---------- DATA PROVIDED

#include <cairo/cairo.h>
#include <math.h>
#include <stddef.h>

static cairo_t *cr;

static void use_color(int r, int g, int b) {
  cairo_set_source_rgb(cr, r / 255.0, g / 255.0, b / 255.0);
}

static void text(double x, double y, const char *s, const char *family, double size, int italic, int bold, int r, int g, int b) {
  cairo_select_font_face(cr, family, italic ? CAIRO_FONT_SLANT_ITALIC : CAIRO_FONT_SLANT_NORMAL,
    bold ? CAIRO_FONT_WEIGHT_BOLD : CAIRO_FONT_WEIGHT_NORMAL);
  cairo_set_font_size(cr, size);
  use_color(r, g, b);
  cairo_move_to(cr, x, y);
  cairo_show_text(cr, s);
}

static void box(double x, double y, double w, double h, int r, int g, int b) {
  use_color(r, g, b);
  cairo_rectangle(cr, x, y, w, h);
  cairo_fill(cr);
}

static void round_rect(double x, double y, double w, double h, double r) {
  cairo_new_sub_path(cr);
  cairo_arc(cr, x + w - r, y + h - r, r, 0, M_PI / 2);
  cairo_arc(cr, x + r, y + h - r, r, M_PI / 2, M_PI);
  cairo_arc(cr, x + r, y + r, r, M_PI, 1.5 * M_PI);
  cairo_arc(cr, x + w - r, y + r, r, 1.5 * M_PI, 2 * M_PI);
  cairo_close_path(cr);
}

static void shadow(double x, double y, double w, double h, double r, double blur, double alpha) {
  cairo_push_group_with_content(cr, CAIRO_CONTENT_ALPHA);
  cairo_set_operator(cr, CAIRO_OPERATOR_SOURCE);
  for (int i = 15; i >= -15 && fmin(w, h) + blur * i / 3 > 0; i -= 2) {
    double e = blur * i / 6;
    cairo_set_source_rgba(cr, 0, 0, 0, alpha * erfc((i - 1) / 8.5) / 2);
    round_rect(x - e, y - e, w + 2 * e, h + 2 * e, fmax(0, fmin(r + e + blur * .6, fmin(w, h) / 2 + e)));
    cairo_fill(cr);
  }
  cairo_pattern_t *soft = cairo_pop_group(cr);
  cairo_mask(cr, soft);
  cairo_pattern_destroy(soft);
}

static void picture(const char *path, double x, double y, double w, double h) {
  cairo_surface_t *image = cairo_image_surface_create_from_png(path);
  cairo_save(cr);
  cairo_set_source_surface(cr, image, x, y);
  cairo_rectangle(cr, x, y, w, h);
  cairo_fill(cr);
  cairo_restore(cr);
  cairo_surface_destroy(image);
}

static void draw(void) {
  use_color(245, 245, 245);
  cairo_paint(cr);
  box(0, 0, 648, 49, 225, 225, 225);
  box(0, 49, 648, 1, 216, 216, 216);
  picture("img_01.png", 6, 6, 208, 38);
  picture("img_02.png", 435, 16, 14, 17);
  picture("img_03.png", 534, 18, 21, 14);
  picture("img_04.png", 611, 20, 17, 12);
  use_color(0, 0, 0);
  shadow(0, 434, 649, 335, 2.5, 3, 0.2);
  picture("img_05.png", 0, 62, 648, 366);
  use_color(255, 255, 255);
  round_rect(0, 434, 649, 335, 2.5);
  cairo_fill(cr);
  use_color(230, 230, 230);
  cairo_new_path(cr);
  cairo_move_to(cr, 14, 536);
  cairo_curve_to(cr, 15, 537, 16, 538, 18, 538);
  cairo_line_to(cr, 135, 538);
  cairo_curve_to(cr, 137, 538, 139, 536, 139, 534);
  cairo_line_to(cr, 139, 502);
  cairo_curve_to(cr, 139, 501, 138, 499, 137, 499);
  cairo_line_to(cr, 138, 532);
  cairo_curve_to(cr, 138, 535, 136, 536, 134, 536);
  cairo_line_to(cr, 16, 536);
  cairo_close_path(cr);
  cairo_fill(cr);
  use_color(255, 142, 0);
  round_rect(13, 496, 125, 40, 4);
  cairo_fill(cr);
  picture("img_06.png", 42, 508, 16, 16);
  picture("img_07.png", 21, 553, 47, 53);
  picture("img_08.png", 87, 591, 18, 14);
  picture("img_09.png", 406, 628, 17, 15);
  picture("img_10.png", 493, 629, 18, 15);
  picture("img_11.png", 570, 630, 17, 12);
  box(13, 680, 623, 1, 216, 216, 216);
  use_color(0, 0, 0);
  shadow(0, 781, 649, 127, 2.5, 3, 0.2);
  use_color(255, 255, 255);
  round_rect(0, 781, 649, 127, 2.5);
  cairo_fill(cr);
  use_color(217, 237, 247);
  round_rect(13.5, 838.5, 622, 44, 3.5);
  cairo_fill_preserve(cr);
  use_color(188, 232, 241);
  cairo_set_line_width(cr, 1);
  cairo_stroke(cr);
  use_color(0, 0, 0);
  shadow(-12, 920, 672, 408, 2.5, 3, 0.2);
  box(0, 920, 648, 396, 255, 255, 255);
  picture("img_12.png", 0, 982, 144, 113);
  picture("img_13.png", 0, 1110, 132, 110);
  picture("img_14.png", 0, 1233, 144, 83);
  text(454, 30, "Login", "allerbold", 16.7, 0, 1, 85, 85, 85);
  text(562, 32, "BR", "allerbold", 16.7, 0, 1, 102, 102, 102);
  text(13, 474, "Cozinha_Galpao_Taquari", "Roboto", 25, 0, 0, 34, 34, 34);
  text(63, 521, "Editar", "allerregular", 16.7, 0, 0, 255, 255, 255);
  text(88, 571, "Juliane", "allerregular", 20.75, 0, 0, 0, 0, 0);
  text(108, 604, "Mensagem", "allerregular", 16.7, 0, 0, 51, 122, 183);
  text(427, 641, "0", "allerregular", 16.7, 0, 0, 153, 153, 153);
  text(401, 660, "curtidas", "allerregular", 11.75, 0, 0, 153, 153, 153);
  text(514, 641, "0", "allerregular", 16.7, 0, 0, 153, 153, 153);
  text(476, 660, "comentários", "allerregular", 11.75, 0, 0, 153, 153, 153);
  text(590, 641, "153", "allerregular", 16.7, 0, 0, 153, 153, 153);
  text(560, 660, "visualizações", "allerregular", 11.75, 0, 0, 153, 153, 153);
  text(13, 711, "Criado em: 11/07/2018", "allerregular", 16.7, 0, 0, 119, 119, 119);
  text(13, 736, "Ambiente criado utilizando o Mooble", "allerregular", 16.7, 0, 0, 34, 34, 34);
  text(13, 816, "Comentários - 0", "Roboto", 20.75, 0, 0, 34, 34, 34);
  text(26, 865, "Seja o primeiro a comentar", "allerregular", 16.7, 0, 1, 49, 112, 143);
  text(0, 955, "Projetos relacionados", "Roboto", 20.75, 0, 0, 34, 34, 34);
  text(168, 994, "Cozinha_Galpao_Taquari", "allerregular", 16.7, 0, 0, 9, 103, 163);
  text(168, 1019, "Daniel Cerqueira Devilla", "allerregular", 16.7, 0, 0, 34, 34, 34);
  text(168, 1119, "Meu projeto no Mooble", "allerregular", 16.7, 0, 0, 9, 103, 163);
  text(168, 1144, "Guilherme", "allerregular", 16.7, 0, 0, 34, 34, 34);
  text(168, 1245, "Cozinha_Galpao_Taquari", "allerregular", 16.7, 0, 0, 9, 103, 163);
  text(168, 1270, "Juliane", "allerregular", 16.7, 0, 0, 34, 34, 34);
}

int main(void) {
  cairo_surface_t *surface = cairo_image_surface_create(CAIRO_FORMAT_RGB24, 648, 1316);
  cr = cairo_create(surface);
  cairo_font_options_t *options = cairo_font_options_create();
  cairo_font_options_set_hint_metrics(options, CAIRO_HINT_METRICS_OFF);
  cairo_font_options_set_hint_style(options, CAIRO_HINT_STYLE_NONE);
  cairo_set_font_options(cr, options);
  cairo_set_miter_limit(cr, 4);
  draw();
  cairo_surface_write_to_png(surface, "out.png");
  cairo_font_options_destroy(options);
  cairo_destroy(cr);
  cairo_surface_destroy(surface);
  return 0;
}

--------------------
---------- DATA PROVIDED

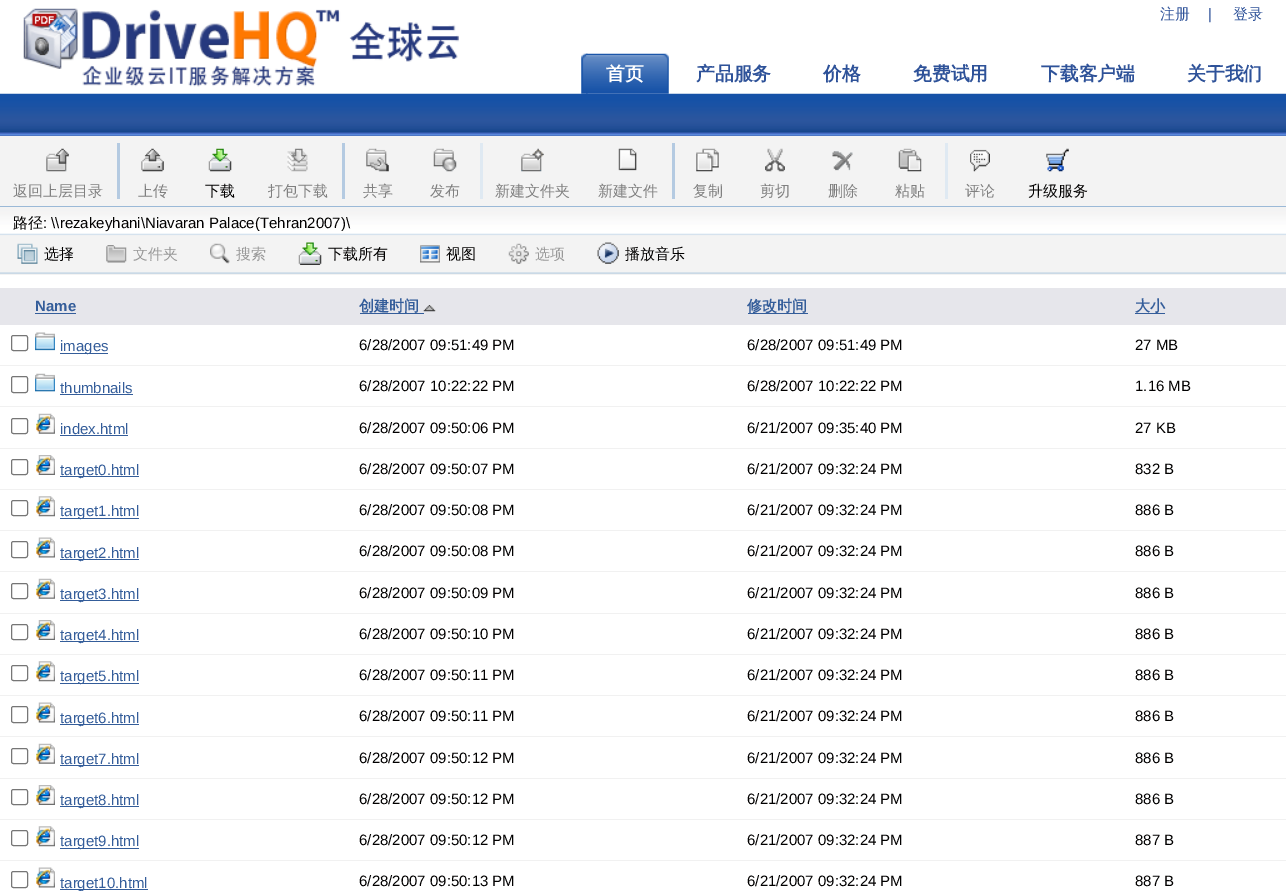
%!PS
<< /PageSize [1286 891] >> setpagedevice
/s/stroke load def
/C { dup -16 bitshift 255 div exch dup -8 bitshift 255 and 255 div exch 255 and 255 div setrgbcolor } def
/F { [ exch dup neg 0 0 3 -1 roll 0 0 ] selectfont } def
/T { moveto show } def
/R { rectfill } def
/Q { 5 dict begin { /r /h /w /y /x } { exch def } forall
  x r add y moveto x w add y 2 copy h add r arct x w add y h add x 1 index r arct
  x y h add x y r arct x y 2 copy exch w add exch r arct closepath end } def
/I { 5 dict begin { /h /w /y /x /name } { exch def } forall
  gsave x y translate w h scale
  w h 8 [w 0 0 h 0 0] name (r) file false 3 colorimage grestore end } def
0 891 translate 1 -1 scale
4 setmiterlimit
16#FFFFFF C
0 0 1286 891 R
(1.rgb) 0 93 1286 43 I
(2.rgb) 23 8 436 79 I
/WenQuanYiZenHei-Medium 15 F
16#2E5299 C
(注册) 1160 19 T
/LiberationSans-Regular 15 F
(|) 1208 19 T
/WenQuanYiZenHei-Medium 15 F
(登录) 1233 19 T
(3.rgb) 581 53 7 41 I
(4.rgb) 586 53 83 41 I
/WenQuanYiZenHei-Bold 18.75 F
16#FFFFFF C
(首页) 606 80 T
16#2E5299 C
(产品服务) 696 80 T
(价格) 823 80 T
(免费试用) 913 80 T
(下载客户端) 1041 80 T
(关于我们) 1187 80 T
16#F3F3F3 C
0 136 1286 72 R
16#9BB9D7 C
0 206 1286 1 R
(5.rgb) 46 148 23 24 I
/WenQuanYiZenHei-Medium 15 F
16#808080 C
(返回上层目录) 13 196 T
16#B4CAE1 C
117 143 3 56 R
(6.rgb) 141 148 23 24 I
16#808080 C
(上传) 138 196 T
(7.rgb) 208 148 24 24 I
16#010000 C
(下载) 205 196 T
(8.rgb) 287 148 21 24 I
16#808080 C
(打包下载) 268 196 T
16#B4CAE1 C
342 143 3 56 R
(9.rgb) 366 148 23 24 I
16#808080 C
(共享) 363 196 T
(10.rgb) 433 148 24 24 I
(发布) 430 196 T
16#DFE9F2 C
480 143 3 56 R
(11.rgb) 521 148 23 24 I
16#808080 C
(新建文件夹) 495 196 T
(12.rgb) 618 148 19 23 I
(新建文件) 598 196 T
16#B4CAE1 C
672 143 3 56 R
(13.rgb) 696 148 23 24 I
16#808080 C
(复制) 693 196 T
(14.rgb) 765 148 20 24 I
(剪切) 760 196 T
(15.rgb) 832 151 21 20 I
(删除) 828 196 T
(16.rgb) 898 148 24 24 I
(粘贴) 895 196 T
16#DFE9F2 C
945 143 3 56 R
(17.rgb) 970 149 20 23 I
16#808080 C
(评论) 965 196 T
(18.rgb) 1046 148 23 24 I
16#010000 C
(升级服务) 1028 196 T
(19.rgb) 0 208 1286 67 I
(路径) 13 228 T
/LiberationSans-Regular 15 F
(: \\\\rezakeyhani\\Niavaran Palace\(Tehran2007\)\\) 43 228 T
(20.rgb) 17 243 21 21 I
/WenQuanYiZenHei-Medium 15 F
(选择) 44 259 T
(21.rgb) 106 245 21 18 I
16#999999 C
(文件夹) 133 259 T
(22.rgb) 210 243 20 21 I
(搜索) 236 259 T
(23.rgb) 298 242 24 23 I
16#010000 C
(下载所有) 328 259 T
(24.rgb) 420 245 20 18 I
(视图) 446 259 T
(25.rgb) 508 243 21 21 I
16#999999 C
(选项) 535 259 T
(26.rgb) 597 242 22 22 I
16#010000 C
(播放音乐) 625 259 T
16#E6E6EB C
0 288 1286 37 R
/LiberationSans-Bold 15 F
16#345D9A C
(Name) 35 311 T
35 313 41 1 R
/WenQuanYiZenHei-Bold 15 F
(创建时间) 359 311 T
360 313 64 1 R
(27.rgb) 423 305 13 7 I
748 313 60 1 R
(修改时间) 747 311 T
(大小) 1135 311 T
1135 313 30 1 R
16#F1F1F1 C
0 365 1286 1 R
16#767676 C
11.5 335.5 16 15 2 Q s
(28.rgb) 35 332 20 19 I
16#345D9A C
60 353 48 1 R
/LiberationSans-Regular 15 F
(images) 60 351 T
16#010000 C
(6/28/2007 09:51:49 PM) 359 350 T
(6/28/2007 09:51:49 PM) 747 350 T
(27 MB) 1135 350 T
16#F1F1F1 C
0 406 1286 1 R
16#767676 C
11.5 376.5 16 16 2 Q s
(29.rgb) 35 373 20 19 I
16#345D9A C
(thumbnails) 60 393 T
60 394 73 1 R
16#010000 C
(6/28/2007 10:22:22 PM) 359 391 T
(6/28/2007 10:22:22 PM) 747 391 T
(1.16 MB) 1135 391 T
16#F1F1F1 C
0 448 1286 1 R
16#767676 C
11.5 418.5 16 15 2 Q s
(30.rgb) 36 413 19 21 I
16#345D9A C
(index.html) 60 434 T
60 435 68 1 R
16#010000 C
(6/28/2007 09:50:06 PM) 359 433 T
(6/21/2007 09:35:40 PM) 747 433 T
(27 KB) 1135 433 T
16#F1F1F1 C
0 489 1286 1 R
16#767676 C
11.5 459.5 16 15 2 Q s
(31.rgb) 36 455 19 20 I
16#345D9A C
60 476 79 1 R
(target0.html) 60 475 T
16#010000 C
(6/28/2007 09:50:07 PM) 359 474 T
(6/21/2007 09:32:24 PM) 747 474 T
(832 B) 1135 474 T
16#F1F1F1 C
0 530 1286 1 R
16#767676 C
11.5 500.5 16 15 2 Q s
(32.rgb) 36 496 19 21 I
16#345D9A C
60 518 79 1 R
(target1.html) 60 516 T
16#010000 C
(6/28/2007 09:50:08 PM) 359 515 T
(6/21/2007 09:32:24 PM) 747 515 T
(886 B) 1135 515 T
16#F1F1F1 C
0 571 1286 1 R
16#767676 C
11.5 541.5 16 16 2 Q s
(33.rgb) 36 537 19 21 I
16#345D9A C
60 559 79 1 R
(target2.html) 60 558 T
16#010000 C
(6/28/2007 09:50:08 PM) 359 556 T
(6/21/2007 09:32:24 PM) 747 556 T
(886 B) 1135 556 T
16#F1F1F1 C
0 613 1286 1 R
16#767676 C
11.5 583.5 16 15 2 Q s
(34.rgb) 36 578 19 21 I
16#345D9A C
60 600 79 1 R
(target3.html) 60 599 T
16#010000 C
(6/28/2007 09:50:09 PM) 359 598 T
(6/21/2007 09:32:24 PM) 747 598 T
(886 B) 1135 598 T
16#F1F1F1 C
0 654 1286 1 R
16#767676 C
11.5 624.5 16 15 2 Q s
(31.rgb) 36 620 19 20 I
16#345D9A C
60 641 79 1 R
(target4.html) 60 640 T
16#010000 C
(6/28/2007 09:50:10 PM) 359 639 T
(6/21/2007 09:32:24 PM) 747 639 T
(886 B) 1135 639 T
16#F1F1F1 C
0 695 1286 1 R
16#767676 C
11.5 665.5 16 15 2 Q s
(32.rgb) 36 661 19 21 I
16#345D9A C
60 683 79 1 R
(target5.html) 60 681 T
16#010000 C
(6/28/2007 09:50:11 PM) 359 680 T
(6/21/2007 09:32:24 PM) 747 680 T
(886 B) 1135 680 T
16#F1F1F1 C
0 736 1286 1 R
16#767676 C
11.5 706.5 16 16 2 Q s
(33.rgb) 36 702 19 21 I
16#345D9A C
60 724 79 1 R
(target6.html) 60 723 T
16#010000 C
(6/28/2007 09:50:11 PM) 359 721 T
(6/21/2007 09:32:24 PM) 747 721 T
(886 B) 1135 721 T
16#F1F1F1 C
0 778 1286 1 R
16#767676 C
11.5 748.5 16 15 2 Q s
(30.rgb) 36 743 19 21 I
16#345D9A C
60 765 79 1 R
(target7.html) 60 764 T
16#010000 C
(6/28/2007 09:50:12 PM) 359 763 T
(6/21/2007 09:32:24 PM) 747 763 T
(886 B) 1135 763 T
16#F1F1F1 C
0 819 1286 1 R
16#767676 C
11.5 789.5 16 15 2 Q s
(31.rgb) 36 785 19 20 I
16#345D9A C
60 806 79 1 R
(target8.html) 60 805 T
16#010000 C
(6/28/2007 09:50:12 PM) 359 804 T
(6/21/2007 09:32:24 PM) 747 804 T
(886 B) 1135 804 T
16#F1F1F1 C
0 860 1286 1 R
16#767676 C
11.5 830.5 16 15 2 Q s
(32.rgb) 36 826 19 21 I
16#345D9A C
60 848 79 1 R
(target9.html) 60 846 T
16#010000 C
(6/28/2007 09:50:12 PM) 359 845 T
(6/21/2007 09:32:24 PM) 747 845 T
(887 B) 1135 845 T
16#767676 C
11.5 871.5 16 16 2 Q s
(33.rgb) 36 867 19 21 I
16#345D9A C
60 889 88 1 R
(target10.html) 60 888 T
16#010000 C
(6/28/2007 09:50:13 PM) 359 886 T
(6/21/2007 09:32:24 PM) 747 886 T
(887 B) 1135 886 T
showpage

--------------------
---------- DATA PROVIDED

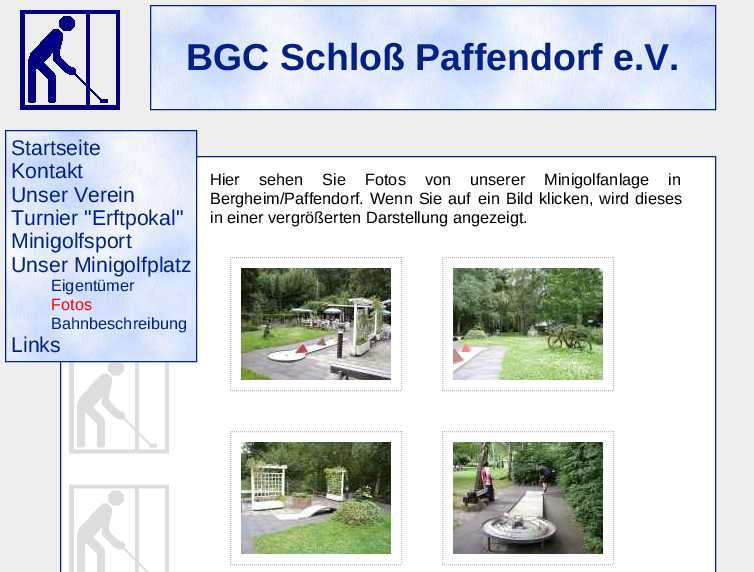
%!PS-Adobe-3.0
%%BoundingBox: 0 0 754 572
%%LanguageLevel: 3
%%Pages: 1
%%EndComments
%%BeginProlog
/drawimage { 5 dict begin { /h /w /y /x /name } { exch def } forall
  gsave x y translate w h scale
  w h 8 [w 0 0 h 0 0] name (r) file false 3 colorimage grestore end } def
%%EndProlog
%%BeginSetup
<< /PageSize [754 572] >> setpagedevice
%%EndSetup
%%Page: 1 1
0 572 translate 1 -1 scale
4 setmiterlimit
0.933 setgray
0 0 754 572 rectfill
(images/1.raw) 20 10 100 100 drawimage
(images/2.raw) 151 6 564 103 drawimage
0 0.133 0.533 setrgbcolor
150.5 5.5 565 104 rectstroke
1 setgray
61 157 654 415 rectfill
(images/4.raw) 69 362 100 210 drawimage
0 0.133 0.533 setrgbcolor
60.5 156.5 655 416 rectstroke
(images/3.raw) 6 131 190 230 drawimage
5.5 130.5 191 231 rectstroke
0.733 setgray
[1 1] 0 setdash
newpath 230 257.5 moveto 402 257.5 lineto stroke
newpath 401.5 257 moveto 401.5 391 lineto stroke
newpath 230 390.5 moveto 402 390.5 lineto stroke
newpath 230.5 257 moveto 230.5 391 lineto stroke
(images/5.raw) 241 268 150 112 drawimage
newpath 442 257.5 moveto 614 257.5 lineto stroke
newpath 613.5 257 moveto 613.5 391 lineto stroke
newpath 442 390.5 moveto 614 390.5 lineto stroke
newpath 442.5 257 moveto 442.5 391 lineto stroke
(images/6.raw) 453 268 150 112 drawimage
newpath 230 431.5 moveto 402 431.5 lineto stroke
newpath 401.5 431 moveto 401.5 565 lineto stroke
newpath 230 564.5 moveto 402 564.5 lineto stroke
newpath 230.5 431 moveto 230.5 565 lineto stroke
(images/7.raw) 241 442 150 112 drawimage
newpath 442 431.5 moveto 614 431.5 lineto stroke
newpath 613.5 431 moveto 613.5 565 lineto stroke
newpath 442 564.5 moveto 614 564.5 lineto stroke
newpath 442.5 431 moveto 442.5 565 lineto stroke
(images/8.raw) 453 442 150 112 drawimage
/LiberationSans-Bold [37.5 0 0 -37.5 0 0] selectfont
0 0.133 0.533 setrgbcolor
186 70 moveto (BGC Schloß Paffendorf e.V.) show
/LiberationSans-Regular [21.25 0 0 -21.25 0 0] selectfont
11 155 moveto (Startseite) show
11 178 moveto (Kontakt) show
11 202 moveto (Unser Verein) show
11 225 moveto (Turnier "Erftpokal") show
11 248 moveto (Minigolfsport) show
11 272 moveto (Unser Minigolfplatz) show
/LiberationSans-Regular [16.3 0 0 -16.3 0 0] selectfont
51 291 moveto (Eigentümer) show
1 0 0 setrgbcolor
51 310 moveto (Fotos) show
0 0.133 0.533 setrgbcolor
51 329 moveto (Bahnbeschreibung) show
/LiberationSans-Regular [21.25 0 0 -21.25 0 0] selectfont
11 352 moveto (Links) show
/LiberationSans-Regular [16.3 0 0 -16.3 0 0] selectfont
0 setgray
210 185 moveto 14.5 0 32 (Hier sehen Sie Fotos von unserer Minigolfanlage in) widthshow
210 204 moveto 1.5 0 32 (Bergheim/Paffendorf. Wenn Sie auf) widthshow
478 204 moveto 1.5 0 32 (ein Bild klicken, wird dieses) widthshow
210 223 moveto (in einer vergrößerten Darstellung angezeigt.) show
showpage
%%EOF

--------------------

### TASK OBJECTIVE
Reproduce, character for character, only the lines of the preceding data that start at the line with "#include <math.h>" and end at the line with "cairo_select_font_face(cr, family, italic", both included.

### EXERCISE SOLUTION
#include <math.h>
#include <stddef.h>

static cairo_t *cr;

static void use_color(int r, int g, int b) {
  cairo_set_source_rgb(cr, r / 255.0, g / 255.0, b / 255.0);
}

static void text(double x, double y, const char *s, const char *family, double size, int italic, int bold, int r, int g, int b) {
  cairo_select_font_face(cr, family, italic ? CAIRO_FONT_SLANT_ITALIC : CAIRO_FONT_SLANT_NORMAL,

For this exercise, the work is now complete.